# Case report of a giant kidney stone removed by transperitoneal laparoscopic pyelolithotomy

**Authors:** Ruslan N. Trushkin, Teymur K. Isaev, Pavel E. Medvedev, Petr P. Teihrib, Mariana A. Lysenko, Ilya V. Dmitriev, Aslan G. Balkarov, Tuong Lan Ho

PMC · DOI: 10.1186/s12894-025-01959-5 · 2025-10-29

## TL;DR

A 55-year-old woman had a large kidney stone successfully removed using a minimally invasive laparoscopic procedure, preserving her kidney function.

## Contribution

This is the first documented case of a giant kidney stone over 200 g removed via laparoscopic pyelolithotomy without nephrectomy.

## Key findings

- A 55-year-old patient had a large staghorn stone removed laparoscopically from a functioning kidney.
- The procedure was successful with no complications and a short hospital stay.
- Laparoscopic pyelolithotomy proved safe and effective for large kidney stones when kidney function is salvageable.

## Abstract

In cases of long-standing giant kidney stones resulting in irreversible loss of renal function, frequent urinary tract infections and a chronic flank pain that cannot be managed by other treatment options nephrectomy is considered the only effective treatment option. The largest KS documented in the literature weighed 2260 g and was treated by nephrectomy; while the largest stone removed without nephrectomy weighed 1350 g. There are no documented cases of KS over 200 g being removed by laparoscopic surgery. The preserved excretory function supported proceeding with pyelolithotomy rather than nephrectomy.

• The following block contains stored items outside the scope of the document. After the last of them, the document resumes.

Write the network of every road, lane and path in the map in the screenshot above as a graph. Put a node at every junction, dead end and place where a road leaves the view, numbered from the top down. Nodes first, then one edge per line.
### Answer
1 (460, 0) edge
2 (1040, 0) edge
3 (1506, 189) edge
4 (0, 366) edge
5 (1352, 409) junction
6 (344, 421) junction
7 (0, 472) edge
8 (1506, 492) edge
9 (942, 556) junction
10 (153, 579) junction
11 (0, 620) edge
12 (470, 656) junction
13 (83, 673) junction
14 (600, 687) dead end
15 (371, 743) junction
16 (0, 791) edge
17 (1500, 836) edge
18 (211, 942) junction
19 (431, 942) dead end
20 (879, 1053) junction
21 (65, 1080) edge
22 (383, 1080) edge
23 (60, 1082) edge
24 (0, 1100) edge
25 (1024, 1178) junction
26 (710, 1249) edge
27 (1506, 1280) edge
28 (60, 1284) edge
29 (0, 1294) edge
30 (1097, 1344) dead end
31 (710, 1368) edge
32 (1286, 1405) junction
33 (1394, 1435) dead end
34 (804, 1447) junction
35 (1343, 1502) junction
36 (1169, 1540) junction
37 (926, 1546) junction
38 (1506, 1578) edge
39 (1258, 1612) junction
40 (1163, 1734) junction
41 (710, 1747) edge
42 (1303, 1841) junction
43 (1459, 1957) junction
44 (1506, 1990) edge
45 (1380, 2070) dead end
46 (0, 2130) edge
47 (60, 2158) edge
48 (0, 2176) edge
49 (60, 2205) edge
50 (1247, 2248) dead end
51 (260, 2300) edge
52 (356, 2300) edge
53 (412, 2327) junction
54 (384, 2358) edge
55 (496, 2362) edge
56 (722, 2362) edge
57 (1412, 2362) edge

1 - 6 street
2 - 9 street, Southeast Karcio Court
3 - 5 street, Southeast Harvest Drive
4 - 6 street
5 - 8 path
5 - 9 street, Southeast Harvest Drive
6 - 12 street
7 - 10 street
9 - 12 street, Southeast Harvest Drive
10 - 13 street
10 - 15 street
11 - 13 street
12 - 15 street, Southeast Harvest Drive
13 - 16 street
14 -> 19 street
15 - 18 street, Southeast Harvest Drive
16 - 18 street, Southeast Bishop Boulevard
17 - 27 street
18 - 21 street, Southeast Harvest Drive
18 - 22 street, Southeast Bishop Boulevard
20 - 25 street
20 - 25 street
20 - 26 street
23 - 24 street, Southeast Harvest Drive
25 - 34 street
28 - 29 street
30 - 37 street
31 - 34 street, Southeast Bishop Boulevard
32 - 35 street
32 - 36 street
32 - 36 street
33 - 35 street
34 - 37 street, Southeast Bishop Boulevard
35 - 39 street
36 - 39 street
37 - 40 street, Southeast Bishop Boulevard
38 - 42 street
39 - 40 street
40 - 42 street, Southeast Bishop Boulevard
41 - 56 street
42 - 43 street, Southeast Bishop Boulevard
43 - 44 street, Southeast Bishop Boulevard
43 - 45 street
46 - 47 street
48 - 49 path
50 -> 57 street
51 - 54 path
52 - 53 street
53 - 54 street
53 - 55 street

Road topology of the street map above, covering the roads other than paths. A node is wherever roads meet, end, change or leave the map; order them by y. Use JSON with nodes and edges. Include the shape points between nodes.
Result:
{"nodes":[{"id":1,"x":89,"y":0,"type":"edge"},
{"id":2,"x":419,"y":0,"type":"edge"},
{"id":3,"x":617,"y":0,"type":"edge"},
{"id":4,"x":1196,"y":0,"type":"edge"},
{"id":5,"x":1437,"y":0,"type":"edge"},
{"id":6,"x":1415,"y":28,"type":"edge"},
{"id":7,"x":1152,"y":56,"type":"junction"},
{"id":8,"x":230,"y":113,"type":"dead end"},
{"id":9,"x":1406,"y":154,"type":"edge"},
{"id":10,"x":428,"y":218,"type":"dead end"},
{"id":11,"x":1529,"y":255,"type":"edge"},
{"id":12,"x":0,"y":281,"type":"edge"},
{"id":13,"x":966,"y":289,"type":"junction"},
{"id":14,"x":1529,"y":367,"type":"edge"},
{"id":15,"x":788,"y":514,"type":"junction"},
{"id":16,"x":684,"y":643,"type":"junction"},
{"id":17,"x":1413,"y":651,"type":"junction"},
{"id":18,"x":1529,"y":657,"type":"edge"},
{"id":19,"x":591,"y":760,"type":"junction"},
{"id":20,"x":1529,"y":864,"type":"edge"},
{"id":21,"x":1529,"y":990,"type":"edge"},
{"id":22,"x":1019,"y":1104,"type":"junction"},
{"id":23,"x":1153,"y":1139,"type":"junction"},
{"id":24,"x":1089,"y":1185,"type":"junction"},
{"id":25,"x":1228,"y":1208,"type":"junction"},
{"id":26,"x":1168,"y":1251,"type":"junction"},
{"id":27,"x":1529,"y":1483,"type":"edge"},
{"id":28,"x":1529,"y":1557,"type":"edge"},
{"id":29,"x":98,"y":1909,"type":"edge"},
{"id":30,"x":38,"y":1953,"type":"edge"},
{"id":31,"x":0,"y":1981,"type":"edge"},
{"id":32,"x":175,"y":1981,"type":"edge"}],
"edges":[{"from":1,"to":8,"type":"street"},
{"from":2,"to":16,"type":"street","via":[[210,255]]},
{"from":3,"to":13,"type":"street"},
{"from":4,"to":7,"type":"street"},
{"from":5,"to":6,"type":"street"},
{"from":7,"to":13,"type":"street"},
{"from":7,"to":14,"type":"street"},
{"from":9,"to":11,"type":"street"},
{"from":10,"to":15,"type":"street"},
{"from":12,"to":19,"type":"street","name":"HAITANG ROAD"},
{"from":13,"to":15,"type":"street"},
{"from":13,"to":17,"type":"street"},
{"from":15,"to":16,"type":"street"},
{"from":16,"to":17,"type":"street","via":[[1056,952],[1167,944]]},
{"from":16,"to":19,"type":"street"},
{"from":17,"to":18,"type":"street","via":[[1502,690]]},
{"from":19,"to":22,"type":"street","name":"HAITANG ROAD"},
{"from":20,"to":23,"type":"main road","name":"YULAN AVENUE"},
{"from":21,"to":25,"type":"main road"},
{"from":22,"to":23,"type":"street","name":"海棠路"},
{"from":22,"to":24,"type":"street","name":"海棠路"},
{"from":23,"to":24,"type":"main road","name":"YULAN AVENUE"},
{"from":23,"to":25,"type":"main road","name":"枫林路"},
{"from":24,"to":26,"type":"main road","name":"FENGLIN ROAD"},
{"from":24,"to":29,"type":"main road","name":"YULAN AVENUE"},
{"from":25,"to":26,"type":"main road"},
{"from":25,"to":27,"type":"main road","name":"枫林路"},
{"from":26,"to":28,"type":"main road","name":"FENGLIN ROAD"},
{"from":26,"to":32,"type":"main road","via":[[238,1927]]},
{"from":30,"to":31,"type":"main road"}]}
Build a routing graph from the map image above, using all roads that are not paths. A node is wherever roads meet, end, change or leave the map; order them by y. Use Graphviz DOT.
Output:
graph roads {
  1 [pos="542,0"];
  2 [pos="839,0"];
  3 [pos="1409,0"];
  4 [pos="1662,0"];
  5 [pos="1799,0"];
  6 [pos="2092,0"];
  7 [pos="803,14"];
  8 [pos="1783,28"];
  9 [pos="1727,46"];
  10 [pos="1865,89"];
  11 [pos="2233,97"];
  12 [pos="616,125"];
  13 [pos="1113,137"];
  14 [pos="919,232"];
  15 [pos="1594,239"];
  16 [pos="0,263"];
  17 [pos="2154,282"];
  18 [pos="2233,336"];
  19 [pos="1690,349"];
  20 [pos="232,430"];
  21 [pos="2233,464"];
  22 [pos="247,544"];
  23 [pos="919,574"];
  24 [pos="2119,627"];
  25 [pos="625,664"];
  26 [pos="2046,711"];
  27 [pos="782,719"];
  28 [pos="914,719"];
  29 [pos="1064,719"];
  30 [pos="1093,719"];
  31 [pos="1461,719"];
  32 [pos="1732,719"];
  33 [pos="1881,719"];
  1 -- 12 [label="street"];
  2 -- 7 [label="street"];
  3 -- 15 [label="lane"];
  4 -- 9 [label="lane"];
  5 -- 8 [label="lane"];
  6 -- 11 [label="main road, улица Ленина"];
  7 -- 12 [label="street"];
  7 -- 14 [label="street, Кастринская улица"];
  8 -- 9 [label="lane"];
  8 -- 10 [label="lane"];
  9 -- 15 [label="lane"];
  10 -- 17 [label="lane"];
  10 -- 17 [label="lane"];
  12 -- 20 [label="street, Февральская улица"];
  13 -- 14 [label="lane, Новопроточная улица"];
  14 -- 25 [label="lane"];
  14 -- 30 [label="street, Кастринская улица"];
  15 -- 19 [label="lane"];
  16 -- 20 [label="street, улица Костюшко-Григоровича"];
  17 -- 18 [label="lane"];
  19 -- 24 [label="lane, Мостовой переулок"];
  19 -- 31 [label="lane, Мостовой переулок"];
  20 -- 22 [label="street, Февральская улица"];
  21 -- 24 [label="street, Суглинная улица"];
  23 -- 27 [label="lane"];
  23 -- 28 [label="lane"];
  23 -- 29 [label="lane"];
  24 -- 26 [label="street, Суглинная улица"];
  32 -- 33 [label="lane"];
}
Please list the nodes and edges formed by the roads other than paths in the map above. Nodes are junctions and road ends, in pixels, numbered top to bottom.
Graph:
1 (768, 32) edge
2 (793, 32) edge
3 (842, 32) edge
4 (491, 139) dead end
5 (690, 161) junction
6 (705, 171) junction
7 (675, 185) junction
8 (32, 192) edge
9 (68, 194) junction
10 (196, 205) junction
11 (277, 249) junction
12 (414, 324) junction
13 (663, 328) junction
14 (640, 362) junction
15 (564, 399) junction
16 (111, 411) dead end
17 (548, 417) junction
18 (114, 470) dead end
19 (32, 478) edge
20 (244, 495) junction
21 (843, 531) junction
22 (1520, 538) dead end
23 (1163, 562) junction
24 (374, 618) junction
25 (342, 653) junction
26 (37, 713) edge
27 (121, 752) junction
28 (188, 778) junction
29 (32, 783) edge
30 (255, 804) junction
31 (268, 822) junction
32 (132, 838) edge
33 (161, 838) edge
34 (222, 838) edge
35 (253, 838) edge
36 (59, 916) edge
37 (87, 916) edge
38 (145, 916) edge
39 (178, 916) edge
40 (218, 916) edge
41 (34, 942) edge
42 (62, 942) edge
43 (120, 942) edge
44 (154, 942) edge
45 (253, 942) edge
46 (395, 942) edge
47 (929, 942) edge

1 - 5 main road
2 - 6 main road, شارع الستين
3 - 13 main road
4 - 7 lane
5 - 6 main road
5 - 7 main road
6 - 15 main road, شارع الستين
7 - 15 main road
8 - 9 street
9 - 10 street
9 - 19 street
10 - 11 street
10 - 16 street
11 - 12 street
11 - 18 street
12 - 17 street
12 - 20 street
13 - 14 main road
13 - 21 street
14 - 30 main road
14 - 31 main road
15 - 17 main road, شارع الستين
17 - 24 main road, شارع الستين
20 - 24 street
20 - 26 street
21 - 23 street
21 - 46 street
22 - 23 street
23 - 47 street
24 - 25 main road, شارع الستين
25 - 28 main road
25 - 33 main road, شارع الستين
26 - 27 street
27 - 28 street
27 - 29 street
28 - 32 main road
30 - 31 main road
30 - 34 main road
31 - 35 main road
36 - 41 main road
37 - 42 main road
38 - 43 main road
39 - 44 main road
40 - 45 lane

We hereby present a case of a giant KS in a functioning kidney of the female patient. She had previously (> 15 years ago) undergone an open left nephrolithotomy which made the procedure more challenging. She underwent successful transperitoneal laparoscopic pyelolithotomy.

The patient, aged 55, underwent an kidney-preserving transperitoneal laparoscopic left-sided pyelolithotomy due to the presence of a large staghorn stone in a functioning kidney. Because kidney function was salvageable, nephrectomy was not considered.

A successful kidney-preserving surgery was performed, without the occurrence of any surgical complications. The postoperative period was characterized by a brief duration of hospital stay.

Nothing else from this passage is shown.